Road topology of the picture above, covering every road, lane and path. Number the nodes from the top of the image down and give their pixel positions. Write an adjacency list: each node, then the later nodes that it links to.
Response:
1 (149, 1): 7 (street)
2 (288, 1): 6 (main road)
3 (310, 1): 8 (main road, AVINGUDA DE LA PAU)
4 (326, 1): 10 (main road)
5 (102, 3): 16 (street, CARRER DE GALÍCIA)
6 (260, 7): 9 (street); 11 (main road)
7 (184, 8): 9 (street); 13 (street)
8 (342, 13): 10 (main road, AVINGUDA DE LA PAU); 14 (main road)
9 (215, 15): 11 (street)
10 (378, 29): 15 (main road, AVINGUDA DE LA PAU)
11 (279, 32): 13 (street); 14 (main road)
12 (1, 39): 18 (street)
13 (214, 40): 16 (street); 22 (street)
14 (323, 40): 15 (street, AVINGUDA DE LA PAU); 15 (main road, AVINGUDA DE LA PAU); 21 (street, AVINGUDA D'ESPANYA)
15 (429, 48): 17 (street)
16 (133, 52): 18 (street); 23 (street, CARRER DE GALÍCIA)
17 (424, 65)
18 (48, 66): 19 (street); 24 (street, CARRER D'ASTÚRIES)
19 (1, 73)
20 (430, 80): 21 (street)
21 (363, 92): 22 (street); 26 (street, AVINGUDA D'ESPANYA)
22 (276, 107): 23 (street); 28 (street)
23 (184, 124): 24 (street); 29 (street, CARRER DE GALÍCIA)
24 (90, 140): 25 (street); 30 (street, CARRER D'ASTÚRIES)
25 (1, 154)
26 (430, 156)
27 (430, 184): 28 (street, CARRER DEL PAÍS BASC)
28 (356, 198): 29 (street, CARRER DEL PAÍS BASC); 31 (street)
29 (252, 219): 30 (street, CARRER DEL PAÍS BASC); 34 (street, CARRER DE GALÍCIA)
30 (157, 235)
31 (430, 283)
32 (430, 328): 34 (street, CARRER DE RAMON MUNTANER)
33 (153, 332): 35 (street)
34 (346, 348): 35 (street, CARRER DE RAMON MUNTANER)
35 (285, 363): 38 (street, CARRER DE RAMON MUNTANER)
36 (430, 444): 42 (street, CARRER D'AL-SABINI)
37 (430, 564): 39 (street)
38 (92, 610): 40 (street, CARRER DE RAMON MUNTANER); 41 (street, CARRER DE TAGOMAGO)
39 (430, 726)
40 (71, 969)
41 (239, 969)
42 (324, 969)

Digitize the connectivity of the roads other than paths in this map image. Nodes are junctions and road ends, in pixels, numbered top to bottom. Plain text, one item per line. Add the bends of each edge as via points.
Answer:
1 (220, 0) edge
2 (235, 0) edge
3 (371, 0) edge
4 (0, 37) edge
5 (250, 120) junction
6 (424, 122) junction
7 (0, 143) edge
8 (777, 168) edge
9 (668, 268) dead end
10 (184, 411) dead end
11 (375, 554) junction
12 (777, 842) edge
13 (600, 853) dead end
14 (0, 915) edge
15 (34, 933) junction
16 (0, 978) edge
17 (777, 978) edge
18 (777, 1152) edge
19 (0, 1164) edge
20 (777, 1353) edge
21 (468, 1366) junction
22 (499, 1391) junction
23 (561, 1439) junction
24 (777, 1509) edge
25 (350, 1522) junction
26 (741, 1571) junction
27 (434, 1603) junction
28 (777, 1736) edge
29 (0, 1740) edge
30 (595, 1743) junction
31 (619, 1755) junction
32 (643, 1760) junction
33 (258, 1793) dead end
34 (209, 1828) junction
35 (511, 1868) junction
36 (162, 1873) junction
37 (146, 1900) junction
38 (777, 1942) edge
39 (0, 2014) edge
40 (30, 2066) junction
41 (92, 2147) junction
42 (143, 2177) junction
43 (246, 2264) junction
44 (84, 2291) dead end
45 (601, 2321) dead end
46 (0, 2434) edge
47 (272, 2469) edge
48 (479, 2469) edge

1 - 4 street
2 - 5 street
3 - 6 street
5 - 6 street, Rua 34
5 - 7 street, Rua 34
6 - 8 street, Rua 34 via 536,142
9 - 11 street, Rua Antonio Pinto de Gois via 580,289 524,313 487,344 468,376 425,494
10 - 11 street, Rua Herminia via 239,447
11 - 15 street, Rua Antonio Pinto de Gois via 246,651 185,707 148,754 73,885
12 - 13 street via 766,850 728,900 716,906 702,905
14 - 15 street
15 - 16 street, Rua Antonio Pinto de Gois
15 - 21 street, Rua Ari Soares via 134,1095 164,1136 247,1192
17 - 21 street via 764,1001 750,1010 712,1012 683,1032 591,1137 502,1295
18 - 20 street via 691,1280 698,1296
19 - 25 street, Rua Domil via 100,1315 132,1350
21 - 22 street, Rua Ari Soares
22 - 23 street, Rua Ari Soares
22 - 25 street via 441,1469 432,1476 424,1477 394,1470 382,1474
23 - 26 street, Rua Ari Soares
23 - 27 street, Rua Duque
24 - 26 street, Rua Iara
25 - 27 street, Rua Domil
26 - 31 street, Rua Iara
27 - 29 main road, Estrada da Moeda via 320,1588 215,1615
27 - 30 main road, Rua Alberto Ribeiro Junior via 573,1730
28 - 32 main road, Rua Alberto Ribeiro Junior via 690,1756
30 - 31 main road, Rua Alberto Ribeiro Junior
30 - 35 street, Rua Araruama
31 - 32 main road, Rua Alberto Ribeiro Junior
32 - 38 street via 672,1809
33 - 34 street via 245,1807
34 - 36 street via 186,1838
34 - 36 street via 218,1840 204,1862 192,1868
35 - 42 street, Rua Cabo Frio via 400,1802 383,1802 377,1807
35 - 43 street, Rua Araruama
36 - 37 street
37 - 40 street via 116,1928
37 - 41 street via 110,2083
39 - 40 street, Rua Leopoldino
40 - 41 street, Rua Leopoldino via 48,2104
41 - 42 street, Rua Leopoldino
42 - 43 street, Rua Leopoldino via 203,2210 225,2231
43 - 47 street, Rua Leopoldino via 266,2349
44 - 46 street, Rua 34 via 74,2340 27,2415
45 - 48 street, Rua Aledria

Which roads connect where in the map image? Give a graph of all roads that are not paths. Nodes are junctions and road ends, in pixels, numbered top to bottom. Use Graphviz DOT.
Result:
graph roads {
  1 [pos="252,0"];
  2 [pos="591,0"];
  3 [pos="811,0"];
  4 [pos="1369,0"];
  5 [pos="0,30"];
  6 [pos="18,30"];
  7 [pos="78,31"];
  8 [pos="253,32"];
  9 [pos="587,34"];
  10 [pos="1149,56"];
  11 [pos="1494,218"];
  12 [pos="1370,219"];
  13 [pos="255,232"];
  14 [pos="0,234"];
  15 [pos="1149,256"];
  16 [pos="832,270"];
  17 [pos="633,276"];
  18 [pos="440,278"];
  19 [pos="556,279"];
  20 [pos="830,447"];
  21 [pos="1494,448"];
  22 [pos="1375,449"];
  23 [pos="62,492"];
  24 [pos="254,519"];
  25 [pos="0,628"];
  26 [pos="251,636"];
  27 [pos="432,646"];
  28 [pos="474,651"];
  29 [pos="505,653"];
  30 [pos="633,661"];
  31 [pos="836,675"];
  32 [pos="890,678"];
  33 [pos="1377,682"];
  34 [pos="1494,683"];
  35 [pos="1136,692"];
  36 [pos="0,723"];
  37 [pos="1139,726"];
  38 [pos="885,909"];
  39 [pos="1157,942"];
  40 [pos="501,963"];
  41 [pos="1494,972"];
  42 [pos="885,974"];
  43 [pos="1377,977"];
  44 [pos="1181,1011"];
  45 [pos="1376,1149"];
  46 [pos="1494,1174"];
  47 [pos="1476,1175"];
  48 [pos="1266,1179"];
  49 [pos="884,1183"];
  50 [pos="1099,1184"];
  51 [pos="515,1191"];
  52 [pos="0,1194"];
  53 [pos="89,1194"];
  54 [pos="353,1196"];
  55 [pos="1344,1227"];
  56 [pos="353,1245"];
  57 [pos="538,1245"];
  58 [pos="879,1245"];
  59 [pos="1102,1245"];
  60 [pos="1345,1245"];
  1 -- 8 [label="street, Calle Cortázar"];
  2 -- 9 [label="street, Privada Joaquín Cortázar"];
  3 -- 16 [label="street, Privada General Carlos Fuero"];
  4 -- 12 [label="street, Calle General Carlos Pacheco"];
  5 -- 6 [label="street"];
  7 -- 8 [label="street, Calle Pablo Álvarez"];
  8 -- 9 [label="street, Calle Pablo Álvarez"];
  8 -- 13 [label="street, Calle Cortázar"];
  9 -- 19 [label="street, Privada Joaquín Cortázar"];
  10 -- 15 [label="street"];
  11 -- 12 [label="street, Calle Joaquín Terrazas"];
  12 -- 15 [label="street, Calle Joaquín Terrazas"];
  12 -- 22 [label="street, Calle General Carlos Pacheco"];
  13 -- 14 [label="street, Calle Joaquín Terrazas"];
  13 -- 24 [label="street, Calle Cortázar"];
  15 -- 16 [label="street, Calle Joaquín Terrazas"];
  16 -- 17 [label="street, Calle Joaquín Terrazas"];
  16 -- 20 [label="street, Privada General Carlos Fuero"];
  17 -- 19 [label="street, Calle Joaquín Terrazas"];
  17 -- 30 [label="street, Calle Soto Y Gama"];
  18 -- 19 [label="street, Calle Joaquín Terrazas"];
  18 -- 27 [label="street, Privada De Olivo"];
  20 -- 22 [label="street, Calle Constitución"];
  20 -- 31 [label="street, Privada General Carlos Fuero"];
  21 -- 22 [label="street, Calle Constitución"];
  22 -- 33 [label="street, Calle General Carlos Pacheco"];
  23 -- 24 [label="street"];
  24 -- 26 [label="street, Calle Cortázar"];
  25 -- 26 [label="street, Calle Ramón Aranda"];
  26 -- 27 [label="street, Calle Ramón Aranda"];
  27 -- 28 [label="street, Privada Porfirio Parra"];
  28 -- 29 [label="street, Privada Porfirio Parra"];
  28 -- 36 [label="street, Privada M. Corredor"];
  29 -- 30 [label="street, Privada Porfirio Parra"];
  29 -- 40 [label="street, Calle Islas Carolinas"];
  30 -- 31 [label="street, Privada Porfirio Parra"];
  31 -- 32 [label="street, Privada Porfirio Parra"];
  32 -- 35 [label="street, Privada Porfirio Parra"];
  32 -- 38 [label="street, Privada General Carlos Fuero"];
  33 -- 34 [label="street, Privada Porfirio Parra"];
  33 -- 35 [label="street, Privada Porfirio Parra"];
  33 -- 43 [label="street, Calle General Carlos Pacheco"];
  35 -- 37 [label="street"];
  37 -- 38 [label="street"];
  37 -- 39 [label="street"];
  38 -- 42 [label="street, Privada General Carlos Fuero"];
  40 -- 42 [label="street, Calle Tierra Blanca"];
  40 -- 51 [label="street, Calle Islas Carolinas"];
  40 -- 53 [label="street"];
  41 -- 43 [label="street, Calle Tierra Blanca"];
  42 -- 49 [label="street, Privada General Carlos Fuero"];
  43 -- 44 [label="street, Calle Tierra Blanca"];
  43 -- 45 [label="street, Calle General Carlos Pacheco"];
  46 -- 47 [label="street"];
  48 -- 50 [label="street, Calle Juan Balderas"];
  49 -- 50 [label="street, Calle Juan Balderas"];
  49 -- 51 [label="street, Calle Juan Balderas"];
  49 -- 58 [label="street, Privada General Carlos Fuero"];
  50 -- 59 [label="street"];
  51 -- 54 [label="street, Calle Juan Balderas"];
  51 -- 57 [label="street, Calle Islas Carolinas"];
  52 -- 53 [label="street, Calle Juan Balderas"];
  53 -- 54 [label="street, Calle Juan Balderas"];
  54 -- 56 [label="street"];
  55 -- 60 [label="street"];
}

_Problem to solve_: Each line of the entries above that has the word "RAMON" is to be copied.

_Response area_:
32 (430, 328): 34 (street, CARRER DE RAMON MUNTANER)
34 (346, 348): 35 (street, CARRER DE RAMON MUNTANER)
35 (285, 363): 38 (street, CARRER DE RAMON MUNTANER)
38 (92, 610): 40 (street, CARRER DE RAMON MUNTANER); 41 (street, CARRER DE TAGOMAGO)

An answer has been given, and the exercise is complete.